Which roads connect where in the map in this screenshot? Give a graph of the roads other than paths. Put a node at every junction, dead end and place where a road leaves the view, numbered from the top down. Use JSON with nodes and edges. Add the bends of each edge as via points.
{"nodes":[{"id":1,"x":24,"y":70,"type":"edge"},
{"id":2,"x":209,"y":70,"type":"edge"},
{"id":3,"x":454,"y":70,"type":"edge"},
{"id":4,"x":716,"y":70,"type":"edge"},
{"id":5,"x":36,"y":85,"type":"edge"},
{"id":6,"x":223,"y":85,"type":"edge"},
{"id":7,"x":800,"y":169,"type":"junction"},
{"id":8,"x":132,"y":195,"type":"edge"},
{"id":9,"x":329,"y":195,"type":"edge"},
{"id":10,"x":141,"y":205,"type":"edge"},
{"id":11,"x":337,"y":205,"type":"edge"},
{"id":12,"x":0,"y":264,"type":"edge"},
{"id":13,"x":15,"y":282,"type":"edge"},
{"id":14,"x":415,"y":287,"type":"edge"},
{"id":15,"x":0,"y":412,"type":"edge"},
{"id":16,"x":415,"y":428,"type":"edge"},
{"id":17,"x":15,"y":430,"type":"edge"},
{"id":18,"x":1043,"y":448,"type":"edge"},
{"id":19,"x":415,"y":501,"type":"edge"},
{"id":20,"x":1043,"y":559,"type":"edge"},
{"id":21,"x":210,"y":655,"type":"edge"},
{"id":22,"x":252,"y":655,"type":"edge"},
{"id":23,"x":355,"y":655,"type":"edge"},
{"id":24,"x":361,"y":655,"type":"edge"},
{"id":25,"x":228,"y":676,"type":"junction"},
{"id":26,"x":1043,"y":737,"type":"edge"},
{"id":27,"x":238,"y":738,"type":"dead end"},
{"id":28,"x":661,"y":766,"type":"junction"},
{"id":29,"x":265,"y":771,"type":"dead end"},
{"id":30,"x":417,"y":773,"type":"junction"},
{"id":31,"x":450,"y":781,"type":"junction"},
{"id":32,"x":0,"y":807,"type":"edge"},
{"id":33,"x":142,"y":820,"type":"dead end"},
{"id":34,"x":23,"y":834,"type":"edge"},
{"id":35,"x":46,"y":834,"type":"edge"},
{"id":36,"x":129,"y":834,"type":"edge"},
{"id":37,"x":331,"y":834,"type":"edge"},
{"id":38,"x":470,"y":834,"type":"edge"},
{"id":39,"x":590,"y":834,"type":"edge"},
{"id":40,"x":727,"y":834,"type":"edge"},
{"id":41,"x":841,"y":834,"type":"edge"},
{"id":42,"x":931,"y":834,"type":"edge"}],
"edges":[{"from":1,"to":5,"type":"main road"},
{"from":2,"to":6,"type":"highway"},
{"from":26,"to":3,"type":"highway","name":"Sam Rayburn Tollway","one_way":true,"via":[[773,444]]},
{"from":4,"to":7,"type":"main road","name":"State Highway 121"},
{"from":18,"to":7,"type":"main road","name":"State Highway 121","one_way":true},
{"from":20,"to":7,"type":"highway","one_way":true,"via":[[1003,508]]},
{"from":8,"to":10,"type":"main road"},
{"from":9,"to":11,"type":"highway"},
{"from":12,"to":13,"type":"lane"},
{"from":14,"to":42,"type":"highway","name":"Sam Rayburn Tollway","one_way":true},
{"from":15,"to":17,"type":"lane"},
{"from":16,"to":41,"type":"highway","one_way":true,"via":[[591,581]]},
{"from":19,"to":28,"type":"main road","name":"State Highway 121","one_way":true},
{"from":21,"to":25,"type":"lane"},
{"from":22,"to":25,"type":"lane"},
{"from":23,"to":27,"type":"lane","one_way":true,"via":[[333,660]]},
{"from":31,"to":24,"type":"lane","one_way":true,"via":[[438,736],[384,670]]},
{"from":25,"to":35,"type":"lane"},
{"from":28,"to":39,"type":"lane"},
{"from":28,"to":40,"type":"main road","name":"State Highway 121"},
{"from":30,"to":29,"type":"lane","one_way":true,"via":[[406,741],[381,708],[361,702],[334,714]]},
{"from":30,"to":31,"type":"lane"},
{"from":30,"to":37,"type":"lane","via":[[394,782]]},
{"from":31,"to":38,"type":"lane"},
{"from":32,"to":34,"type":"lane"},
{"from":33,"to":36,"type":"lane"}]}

## [PROBLEM STATEMENT]
Each line of the listing should be copied exactly, with none left out.

## [THE ANSWER]
Which roads connect where in the map in this screenshot? Give a graph of the roads other than paths. Put a node at every junction, dead end and place where a road leaves the view, numbered from the top down. Use JSON with nodes and edges. Add the bends of each edge as via points.
{"nodes":[{"id":1,"x":24,"y":70,"type":"edge"},
{"id":2,"x":209,"y":70,"type":"edge"},
{"id":3,"x":454,"y":70,"type":"edge"},
{"id":4,"x":716,"y":70,"type":"edge"},
{"id":5,"x":36,"y":85,"type":"edge"},
{"id":6,"x":223,"y":85,"type":"edge"},
{"id":7,"x":800,"y":169,"type":"junction"},
{"id":8,"x":132,"y":195,"type":"edge"},
{"id":9,"x":329,"y":195,"type":"edge"},
{"id":10,"x":141,"y":205,"type":"edge"},
{"id":11,"x":337,"y":205,"type":"edge"},
{"id":12,"x":0,"y":264,"type":"edge"},
{"id":13,"x":15,"y":282,"type":"edge"},
{"id":14,"x":415,"y":287,"type":"edge"},
{"id":15,"x":0,"y":412,"type":"edge"},
{"id":16,"x":415,"y":428,"type":"edge"},
{"id":17,"x":15,"y":430,"type":"edge"},
{"id":18,"x":1043,"y":448,"type":"edge"},
{"id":19,"x":415,"y":501,"type":"edge"},
{"id":20,"x":1043,"y":559,"type":"edge"},
{"id":21,"x":210,"y":655,"type":"edge"},
{"id":22,"x":252,"y":655,"type":"edge"},
{"id":23,"x":355,"y":655,"type":"edge"},
{"id":24,"x":361,"y":655,"type":"edge"},
{"id":25,"x":228,"y":676,"type":"junction"},
{"id":26,"x":1043,"y":737,"type":"edge"},
{"id":27,"x":238,"y":738,"type":"dead end"},
{"id":28,"x":661,"y":766,"type":"junction"},
{"id":29,"x":265,"y":771,"type":"dead end"},
{"id":30,"x":417,"y":773,"type":"junction"},
{"id":31,"x":450,"y":781,"type":"junction"},
{"id":32,"x":0,"y":807,"type":"edge"},
{"id":33,"x":142,"y":820,"type":"dead end"},
{"id":34,"x":23,"y":834,"type":"edge"},
{"id":35,"x":46,"y":834,"type":"edge"},
{"id":36,"x":129,"y":834,"type":"edge"},
{"id":37,"x":331,"y":834,"type":"edge"},
{"id":38,"x":470,"y":834,"type":"edge"},
{"id":39,"x":590,"y":834,"type":"edge"},
{"id":40,"x":727,"y":834,"type":"edge"},
{"id":41,"x":841,"y":834,"type":"edge"},
{"id":42,"x":931,"y":834,"type":"edge"}],
"edges":[{"from":1,"to":5,"type":"main road"},
{"from":2,"to":6,"type":"highway"},
{"from":26,"to":3,"type":"highway","name":"Sam Rayburn Tollway","one_way":true,"via":[[773,444]]},
{"from":4,"to":7,"type":"main road","name":"State Highway 121"},
{"from":18,"to":7,"type":"main road","name":"State Highway 121","one_way":true},
{"from":20,"to":7,"type":"highway","one_way":true,"via":[[1003,508]]},
{"from":8,"to":10,"type":"main road"},
{"from":9,"to":11,"type":"highway"},
{"from":12,"to":13,"type":"lane"},
{"from":14,"to":42,"type":"highway","name":"Sam Rayburn Tollway","one_way":true},
{"from":15,"to":17,"type":"lane"},
{"from":16,"to":41,"type":"highway","one_way":true,"via":[[591,581]]},
{"from":19,"to":28,"type":"main road","name":"State Highway 121","one_way":true},
{"from":21,"to":25,"type":"lane"},
{"from":22,"to":25,"type":"lane"},
{"from":23,"to":27,"type":"lane","one_way":true,"via":[[333,660]]},
{"from":31,"to":24,"type":"lane","one_way":true,"via":[[438,736],[384,670]]},
{"from":25,"to":35,"type":"lane"},
{"from":28,"to":39,"type":"lane"},
{"from":28,"to":40,"type":"main road","name":"State Highway 121"},
{"from":30,"to":29,"type":"lane","one_way":true,"via":[[406,741],[381,708],[361,702],[334,714]]},
{"from":30,"to":31,"type":"lane"},
{"from":30,"to":37,"type":"lane","via":[[394,782]]},
{"from":31,"to":38,"type":"lane"},
{"from":32,"to":34,"type":"lane"},
{"from":33,"to":36,"type":"lane"}]}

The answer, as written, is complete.